*** Stored data ***

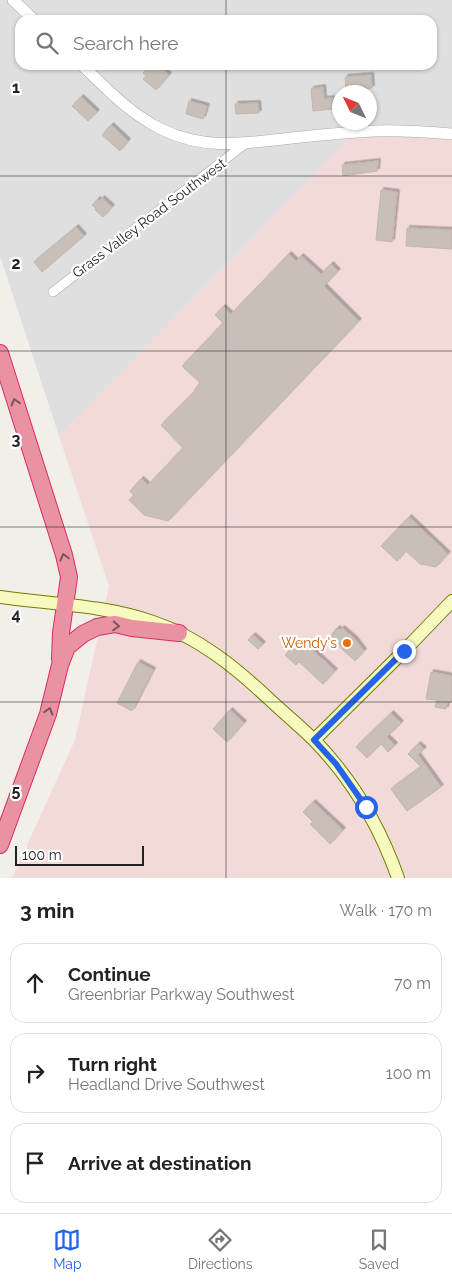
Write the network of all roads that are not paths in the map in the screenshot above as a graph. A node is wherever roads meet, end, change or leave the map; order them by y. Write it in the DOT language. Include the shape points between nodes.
graph roads {
  1 [pos="13,0"];
  2 [pos="29,15"];
  3 [pos="87,70"];
  4 [pos="452,134"];
  5 [pos="246,144"];
  6 [pos="53,292"];
  7 [pos="0,352"];
  8 [pos="0,597"];
  9 [pos="452,601"];
  10 [pos="65,604"];
  11 [pos="180,633"];
  12 [pos="60,665"];
  13 [pos="314,740"];
  14 [pos="0,845"];
  15 [pos="398,878"];
  1 -- 2 [label="street"];
  3 -- 5 [label="street" via="133,113 162,130 189,140"];
  4 -- 5 [label="street" via="376,131"];
  5 -- 6 [label="street, Grass Valley Road Southwest"];
  10 -- 7 [label="highway, one-way" via="69,577 64,555"];
  8 -- 10 [label="main road"];
  9 -- 13 [label="main road"];
  10 -- 11 [label="main road" via="114,611"];
  10 -- 12 [label="highway"];
  12 -- 11 [label="highway, one-way" via="67,647 96,627 115,624"];
  11 -- 13 [label="main road" via="219,656"];
  14 -- 12 [label="highway, one-way" via="48,714"];
  13 -- 15 [label="main road" via="336,764 366,807"];
}
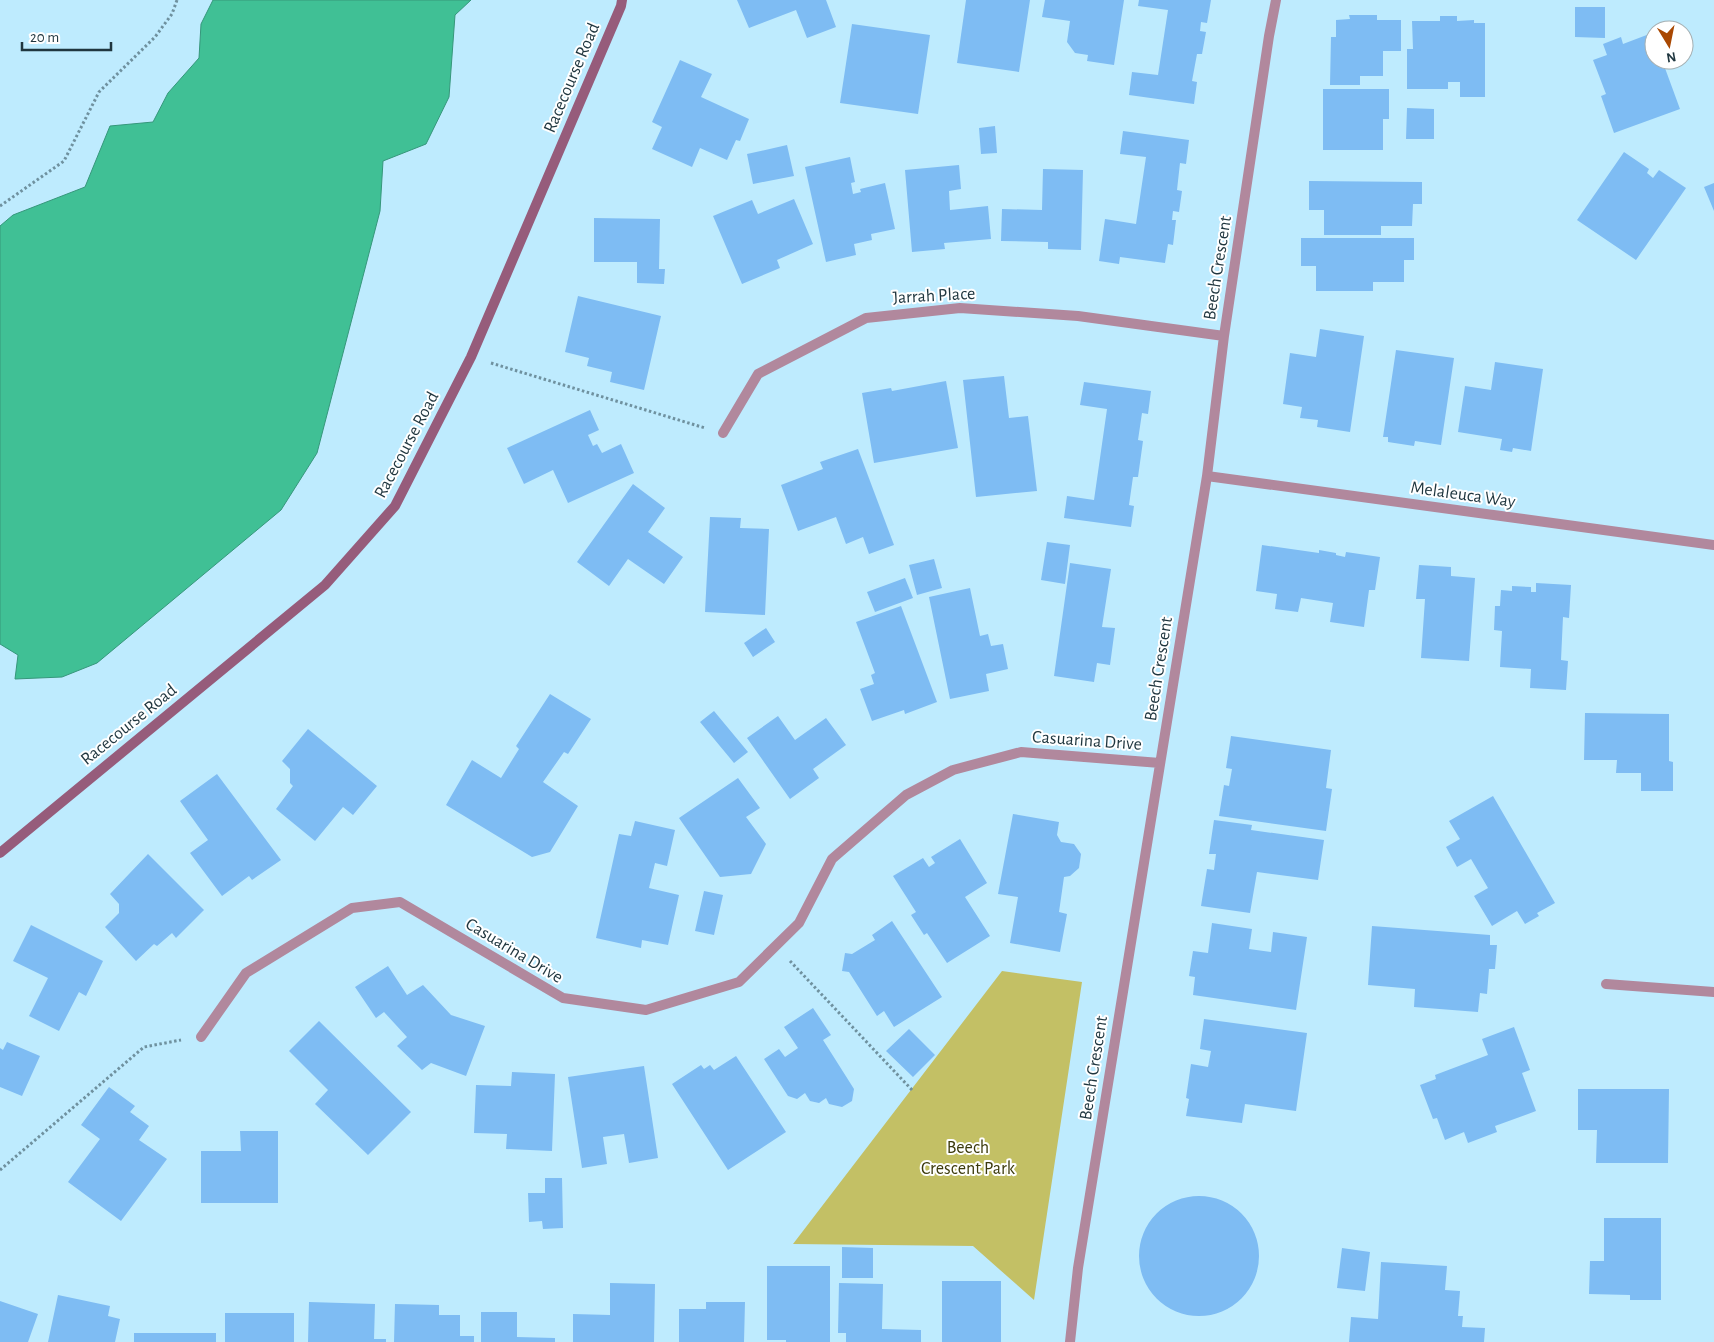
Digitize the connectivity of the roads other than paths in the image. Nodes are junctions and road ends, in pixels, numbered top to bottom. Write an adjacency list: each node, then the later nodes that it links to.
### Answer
1 (622, 0): 8 (street, Racecourse Road)
2 (1276, 0): 3 (street, Beech Crescent)
3 (1224, 336): 4 (street, Jarrah Place); 5 (street, Beech Crescent)
4 (723, 434)
5 (1207, 476): 6 (street, Melaleuca Way); 7 (street, Beech Crescent)
6 (1714, 545)
7 (1160, 763): 11 (street, Casuarina Drive); 12 (street, Beech Crescent)
8 (0, 853)
9 (1606, 984): 10 (street)
10 (1714, 992)
11 (201, 1037)
12 (1070, 1342)

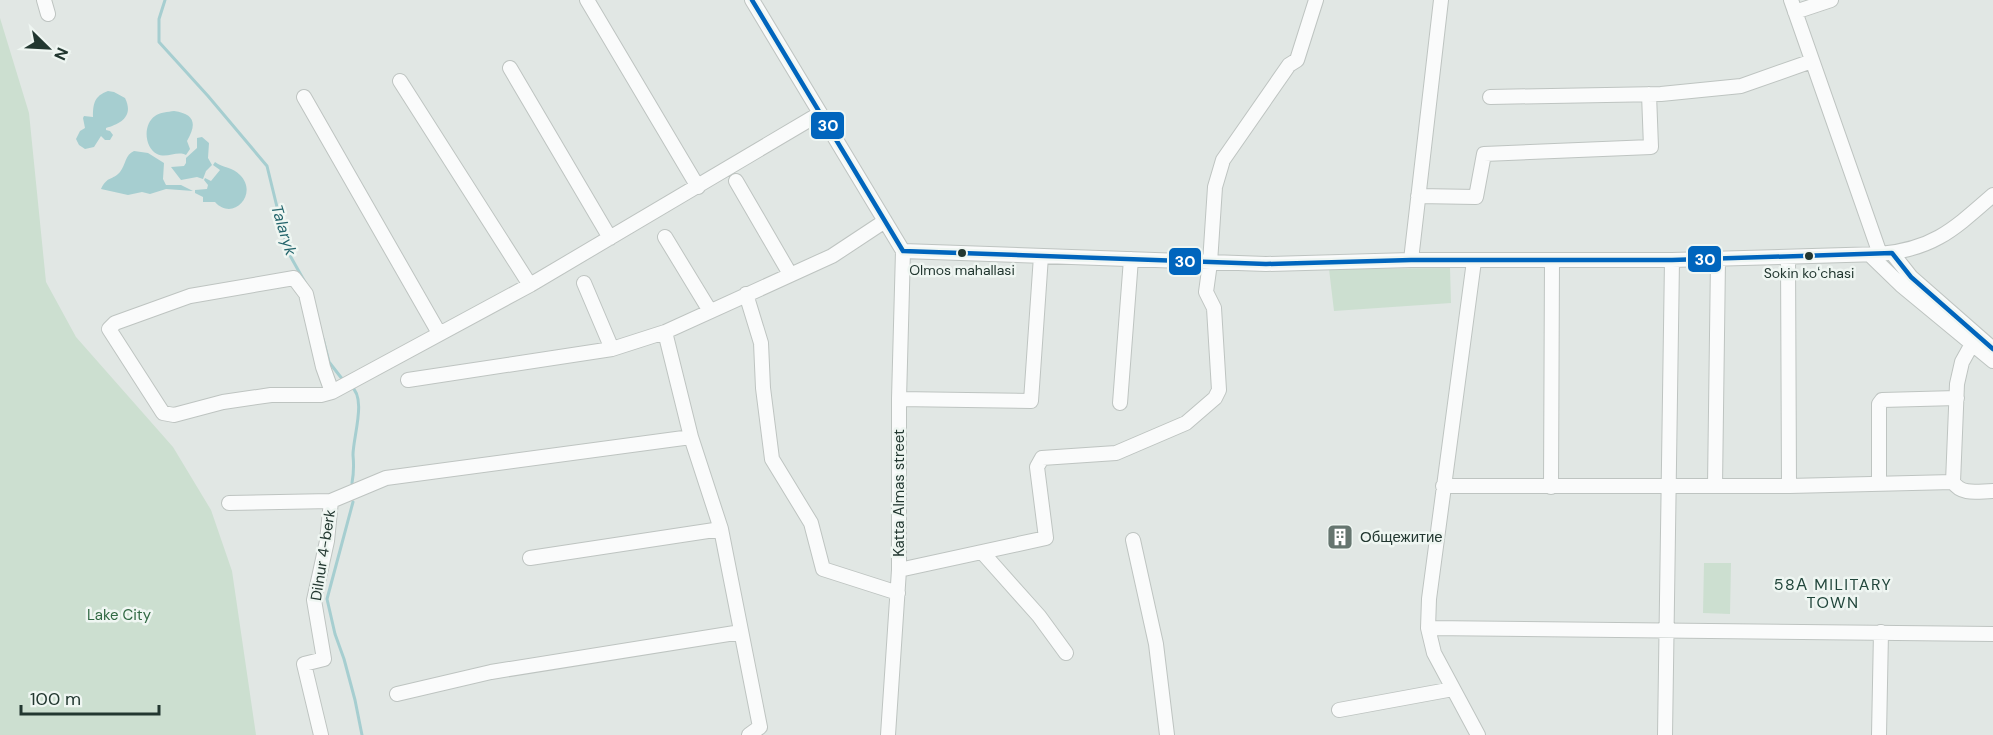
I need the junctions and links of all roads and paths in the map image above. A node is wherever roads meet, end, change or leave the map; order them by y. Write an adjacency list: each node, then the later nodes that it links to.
1 (44, 0): 8 (street)
2 (586, 0): 17 (street)
3 (752, 0): 15 (street)
4 (1316, 0): 33 (street)
5 (1441, 0): 19 (street)
6 (1830, 0): 7 (street)
7 (1793, 6): 9 (street)
8 (48, 14)
9 (1812, 61): 12 (street); 24 (street)
10 (510, 68): 22 (street)
11 (400, 81): 36 (street)
12 (1649, 94): 14 (street); 19 (street)
13 (304, 97): 40 (street)
14 (1491, 97)
15 (819, 114): 17 (street); 20 (street)
16 (736, 180): 34 (street)
17 (698, 187): 22 (street)
18 (1993, 195): 24 (street)
19 (1418, 196): 29 (street)
20 (885, 221): 23 (street); 34 (street)
21 (665, 237): 38 (street)
22 (610, 238): 36 (street)
23 (903, 251): 25 (street); 48 (street, Katta Almas street)
24 (1881, 254): 26 (street); 41 (street); 43 (street)
25 (1041, 256): 27 (street); 48 (street)
26 (1788, 258): 28 (street); 56 (street)
27 (1131, 259): 33 (street); 49 (street)
28 (1718, 259): 31 (street); 55 (street)
29 (1411, 260): 32 (street); 33 (street)
30 (1552, 260): 31 (street); 32 (street); 57 (street)
31 (1672, 260): 54 (street)
32 (1474, 261): 53 (street)
33 (1210, 263): 63 (street)
34 (790, 274): 37 (street)
35 (584, 283): 42 (street)
36 (530, 285): 40 (street)
37 (746, 294): 38 (street); 66 (street)
38 (710, 311): 39 (street)
39 (664, 332): 42 (street); 50 (street)
40 (439, 333): 46 (street)
41 (1972, 344): 44 (street); 47 (street)
42 (612, 349): 45 (street)
43 (1993, 349)
44 (1993, 361)
45 (408, 380)
46 (338, 389): 46 (street)
47 (1957, 398): 51 (street); 52 (street)
48 (899, 399): 65 (street, Katta Almas street)
49 (1120, 403)
50 (692, 437): 59 (street); 61 (street)
51 (1953, 482): 52 (street); 58 (street)
52 (1880, 484): 56 (street)
53 (1443, 486): 57 (street); 67 (street)
54 (1668, 486): 55 (street); 57 (street); 69 (street)
55 (1715, 486): 56 (street)
56 (1789, 486)
57 (1551, 487)
58 (1993, 491)
59 (332, 501): 60 (street); 76 (street, Dilnur 4-berk)
60 (229, 503)
61 (721, 529): 64 (street); 68 (street)
62 (1133, 540): 79 (street)
63 (982, 552): 65 (street); 72 (street)
64 (530, 558)
65 (900, 570): 66 (street, Katta Almas street)
66 (898, 593): 78 (street, Katta Almas street)
67 (1428, 628): 69 (street); 73 (street)
68 (741, 632): 74 (street); 77 (street)
69 (1665, 632): 70 (street); 81 (street)
70 (1881, 633): 71 (street); 82 (street)
71 (1993, 634)
72 (1066, 653)
73 (1453, 689): 75 (street); 80 (street)
74 (397, 694)
75 (1339, 710)
76 (321, 735)
77 (749, 735)
78 (888, 735)
79 (1167, 735)
80 (1479, 735)
81 (1665, 735)
82 (1880, 735)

*** End of Stored data ***

◆ **Exercise**
Find and count the lines of the data that include the string "node", and report that figure by itself.

◆ **Reply to the task**
3